- [TASK GOAL] Search the records for the string "Autoestrada" and report how many lines contain it, with nothing else.

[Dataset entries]
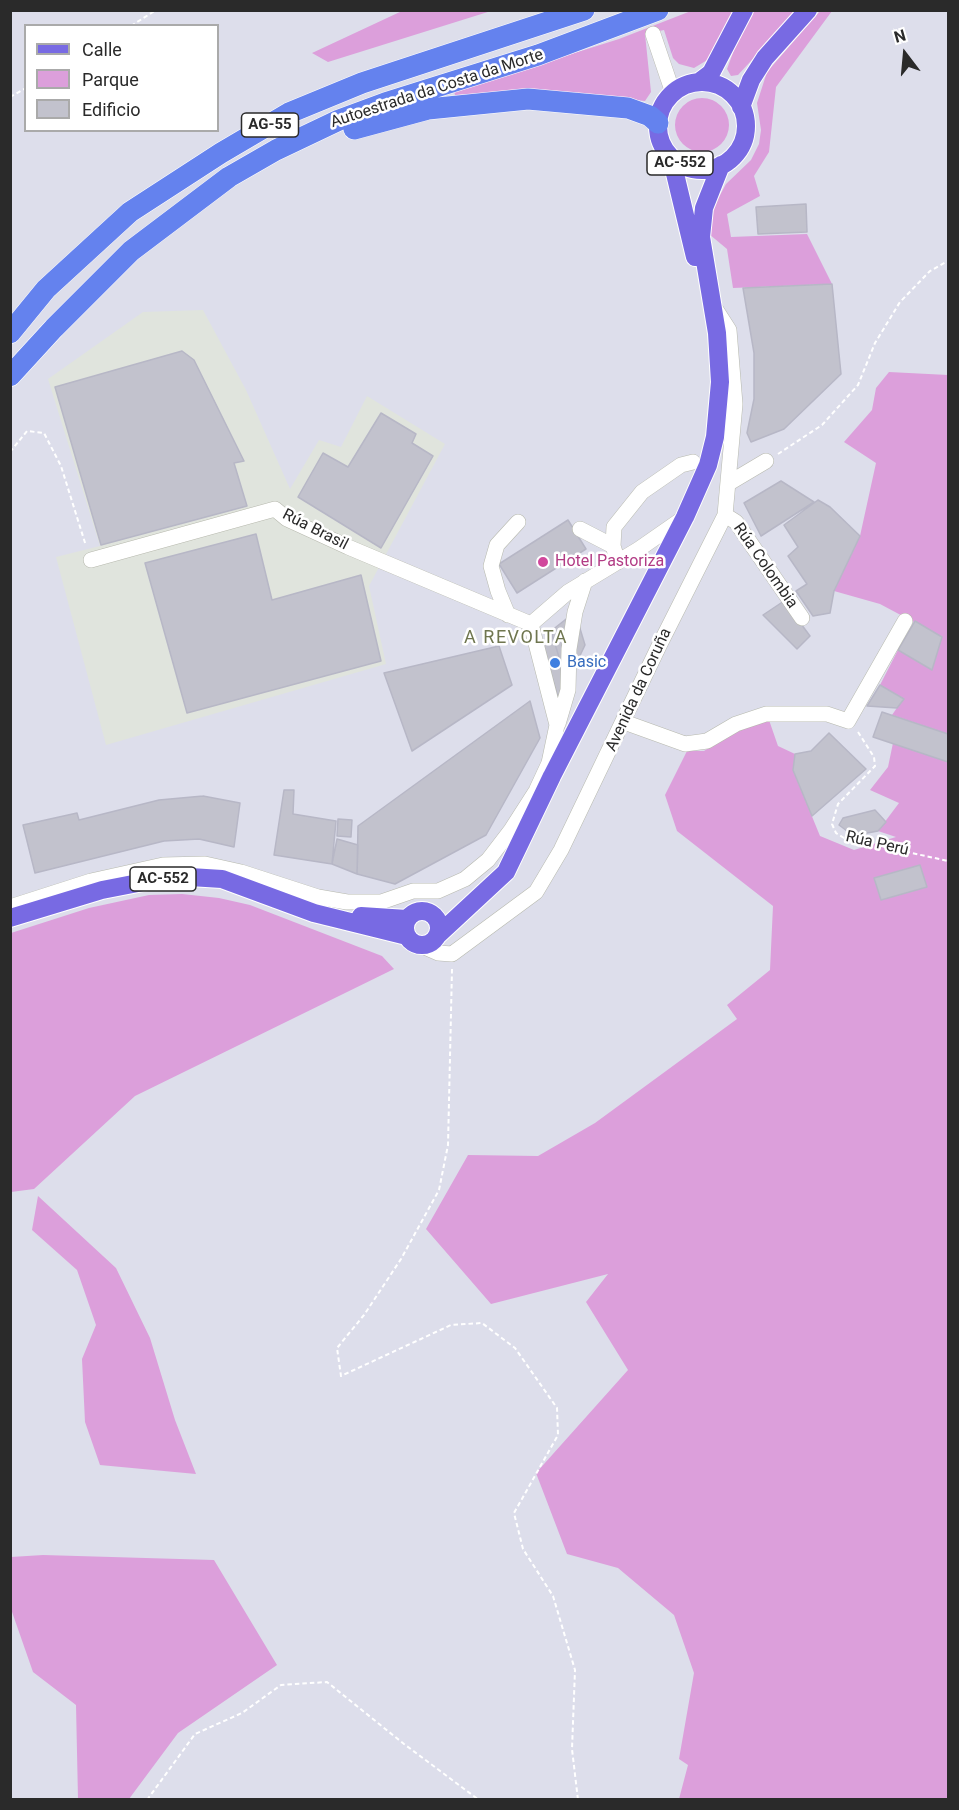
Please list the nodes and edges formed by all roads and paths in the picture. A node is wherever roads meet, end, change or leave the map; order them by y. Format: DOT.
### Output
graph roads {
  1 [pos="156,10"];
  2 [pos="584,10"];
  3 [pos="658,10"];
  4 [pos="744,10"];
  5 [pos="808,10"];
  6 [pos="134,24"];
  7 [pos="653,34"];
  8 [pos="699,82"];
  9 [pos="24,89"];
  10 [pos="673,93"];
  11 [pos="10,97"];
  12 [pos="741,106"];
  13 [pos="658,123"];
  14 [pos="671,157"];
  15 [pos="721,165"];
  16 [pos="191,205"];
  17 [pos="948,261"];
  18 [pos="709,297"];
  19 [pos="10,333"];
  20 [pos="10,376"];
  21 [pos="10,452"];
  22 [pos="766,461"];
  23 [pos="693,462"];
  24 [pos="729,483"];
  25 [pos="725,515"];
  26 [pos="685,516"];
  27 [pos="518,522"];
  28 [pos="580,529"];
  29 [pos="613,546"];
  30 [pos="91,560"];
  31 [pos="618,562"];
  32 [pos="585,581"];
  33 [pos="508,615"];
  34 [pos="802,618"];
  35 [pos="905,621"];
  36 [pos="531,624"];
  37 [pos="848,721"];
  38 [pos="624,722"];
  39 [pos="558,725"];
  40 [pos="549,763"];
  41 [pos="948,861"];
  42 [pos="510,864"];
  43 [pos="10,907"];
  44 [pos="434,916"];
  45 [pos="10,918"];
  46 [pos="412,934"];
  47 [pos="438,935"];
  48 [pos="452,954"];
  49 [pos="147,1800"];
  50 [pos="479,1800"];
  51 [pos="578,1800"];
  1 -- 6 [label="path"];
  2 -- 19 [label="highway, Autoestrada da Costa da Morte / AG-55"];
  3 -- 16 [label="highway, Autoestrada da Costa da Morte / AG-55"];
  4 -- 8 [label="main road"];
  5 -- 12 [label="main road, AC-552"];
  7 -- 10 [label="street"];
  8 -- 10 [label="main road"];
  8 -- 12 [label="main road"];
  9 -- 11 [label="path"];
  10 -- 13 [label="main road"];
  12 -- 15 [label="main road, AC-552"];
  13 -- 14 [label="main road, AC-552"];
  13 -- 16 [label="highway"];
  14 -- 15 [label="main road, AC-552"];
  14 -- 18 [label="main road, AC-552"];
  15 -- 18 [label="main road, AC-552"];
  16 -- 20 [label="highway, Autoestrada da Costa da Morte / AG-55"];
  17 -- 22 [label="path"];
  18 -- 24 [label="street, Avenida da Coruña"];
  18 -- 26 [label="main road, AC-552"];
  21 -- 30 [label="path"];
  22 -- 24 [label="street"];
  23 -- 29 [label="street"];
  24 -- 25 [label="street, Avenida da Coruña"];
  25 -- 34 [label="street, Rúa Colombia"];
  25 -- 38 [label="street, Avenida da Coruña"];
  26 -- 31 [label="street"];
  26 -- 42 [label="main road, AC-552"];
  27 -- 33 [label="street"];
  28 -- 29 [label="street"];
  29 -- 31 [label="street"];
  30 -- 33 [label="street, Rúa Brasil"];
  31 -- 32 [label="street"];
  32 -- 36 [label="street"];
  32 -- 39 [label="street"];
  33 -- 36 [label="street, Rúa Brasil"];
  35 -- 37 [label="street"];
  36 -- 39 [label="street"];
  37 -- 38 [label="street"];
  37 -- 41 [label="path, Rúa Perú"];
  38 -- 48 [label="street, Avenida da Coruña"];
  39 -- 40 [label="street"];
  40 -- 42 [label="street"];
  40 -- 43 [label="street"];
  42 -- 44 [label="main road, AC-552"];
  42 -- 47 [label="main road, AC-552"];
  44 -- 46 [label="main road, AC-552"];
  44 -- 47 [label="main road"];
  45 -- 46 [label="main road, AC-552"];
  46 -- 47 [label="main road, AC-552"];
  46 -- 48 [label="street"];
  48 -- 51 [label="path"];
  49 -- 50 [label="path"];
}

- [RESULT] 3